◆ RECORDS FOR THIS TASK ◆
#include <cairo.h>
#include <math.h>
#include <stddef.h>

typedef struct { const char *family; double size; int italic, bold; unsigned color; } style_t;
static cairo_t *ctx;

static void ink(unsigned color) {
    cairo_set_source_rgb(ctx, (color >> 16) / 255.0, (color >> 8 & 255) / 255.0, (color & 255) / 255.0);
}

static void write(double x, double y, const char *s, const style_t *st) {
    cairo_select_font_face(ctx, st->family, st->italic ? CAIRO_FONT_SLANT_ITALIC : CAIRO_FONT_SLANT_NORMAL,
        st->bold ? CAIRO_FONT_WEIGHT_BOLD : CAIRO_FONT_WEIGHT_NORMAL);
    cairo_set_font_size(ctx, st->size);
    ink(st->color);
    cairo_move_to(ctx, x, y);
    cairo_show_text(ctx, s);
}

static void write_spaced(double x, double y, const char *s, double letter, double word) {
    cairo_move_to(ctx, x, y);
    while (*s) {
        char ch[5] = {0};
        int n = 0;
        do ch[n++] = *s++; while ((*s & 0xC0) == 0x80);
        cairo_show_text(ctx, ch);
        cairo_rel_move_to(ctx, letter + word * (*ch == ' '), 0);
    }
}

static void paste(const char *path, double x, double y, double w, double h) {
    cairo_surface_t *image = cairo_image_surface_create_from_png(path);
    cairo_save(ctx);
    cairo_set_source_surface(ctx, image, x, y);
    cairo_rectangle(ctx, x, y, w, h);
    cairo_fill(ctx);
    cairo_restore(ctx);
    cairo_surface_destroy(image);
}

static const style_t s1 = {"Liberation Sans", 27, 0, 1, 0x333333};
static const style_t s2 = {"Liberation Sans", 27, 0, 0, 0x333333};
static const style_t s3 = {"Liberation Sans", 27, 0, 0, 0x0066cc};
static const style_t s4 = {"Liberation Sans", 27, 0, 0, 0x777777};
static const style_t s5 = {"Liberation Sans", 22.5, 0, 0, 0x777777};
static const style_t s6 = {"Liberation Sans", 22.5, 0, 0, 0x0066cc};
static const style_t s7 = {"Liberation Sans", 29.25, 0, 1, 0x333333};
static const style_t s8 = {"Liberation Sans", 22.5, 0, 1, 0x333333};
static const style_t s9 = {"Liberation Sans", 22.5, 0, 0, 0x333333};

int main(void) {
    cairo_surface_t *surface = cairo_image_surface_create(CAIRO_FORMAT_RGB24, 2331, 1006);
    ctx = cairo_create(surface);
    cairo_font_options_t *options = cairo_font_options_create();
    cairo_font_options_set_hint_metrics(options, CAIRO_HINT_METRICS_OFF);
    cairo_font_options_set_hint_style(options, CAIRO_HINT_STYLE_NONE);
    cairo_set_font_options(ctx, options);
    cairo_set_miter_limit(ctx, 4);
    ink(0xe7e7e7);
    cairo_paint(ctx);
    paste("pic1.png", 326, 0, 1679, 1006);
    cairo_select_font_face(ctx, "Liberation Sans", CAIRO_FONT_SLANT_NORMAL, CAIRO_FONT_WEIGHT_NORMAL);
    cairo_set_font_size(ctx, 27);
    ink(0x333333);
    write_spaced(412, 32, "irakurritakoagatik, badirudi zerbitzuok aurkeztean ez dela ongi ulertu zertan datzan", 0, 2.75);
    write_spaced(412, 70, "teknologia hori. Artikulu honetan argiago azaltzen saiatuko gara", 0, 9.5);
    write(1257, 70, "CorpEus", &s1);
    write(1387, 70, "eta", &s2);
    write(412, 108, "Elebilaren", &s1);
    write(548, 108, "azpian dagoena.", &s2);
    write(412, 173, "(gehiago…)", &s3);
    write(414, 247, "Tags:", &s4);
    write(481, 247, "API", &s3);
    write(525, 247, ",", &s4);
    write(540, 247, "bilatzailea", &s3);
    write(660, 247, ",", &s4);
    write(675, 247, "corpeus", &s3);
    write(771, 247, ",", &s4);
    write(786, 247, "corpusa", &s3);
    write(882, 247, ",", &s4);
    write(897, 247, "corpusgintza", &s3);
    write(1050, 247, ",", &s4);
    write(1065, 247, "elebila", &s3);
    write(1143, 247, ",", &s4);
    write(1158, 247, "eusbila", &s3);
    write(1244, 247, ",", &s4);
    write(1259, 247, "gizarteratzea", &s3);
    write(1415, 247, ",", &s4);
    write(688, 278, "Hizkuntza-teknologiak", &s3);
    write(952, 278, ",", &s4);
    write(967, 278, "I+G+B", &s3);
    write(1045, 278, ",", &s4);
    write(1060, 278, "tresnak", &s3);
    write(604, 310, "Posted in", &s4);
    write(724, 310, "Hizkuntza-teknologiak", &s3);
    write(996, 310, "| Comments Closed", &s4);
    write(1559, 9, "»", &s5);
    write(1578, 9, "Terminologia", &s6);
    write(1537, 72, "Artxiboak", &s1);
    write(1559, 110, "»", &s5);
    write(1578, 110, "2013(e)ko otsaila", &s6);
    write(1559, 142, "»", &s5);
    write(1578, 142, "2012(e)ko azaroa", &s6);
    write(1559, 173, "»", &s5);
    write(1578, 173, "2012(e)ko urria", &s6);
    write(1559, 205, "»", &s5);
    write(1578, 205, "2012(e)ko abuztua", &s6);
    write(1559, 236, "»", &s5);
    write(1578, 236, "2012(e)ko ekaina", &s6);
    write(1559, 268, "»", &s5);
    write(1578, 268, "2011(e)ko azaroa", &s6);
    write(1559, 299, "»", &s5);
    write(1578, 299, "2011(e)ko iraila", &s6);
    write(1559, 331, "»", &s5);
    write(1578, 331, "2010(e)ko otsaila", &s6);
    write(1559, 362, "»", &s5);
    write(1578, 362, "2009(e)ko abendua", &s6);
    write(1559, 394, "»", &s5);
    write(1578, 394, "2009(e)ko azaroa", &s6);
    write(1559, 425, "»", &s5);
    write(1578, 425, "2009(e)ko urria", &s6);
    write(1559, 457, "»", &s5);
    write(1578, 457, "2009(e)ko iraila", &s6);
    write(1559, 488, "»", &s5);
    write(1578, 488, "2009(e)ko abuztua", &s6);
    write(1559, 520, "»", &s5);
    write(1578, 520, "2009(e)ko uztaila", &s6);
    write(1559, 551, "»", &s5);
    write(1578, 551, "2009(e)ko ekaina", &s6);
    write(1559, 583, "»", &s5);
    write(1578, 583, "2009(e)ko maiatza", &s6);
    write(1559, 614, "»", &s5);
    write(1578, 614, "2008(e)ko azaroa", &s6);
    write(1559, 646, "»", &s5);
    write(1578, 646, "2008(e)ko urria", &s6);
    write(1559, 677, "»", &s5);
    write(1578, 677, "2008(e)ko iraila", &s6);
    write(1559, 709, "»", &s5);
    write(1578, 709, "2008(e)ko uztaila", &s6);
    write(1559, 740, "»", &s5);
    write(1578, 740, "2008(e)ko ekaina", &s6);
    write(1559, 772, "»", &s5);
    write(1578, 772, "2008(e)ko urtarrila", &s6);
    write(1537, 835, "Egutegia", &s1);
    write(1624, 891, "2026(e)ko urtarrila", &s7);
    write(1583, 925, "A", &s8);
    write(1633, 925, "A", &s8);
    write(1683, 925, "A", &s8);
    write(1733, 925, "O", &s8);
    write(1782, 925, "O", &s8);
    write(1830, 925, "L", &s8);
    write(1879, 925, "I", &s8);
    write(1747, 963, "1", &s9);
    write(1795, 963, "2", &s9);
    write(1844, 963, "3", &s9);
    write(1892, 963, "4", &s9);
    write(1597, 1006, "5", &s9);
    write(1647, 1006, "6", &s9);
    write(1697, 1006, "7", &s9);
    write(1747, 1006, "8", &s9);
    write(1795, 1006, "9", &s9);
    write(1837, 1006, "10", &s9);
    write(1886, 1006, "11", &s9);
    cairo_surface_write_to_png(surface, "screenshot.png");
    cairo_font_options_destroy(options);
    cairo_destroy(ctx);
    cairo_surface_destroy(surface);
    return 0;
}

◆ GOAL OF THE EXERCISE ◆
Tell how many lines of the listing include the word "unsigned", replying with nothing but the number.

◆ ANSWER ◆
2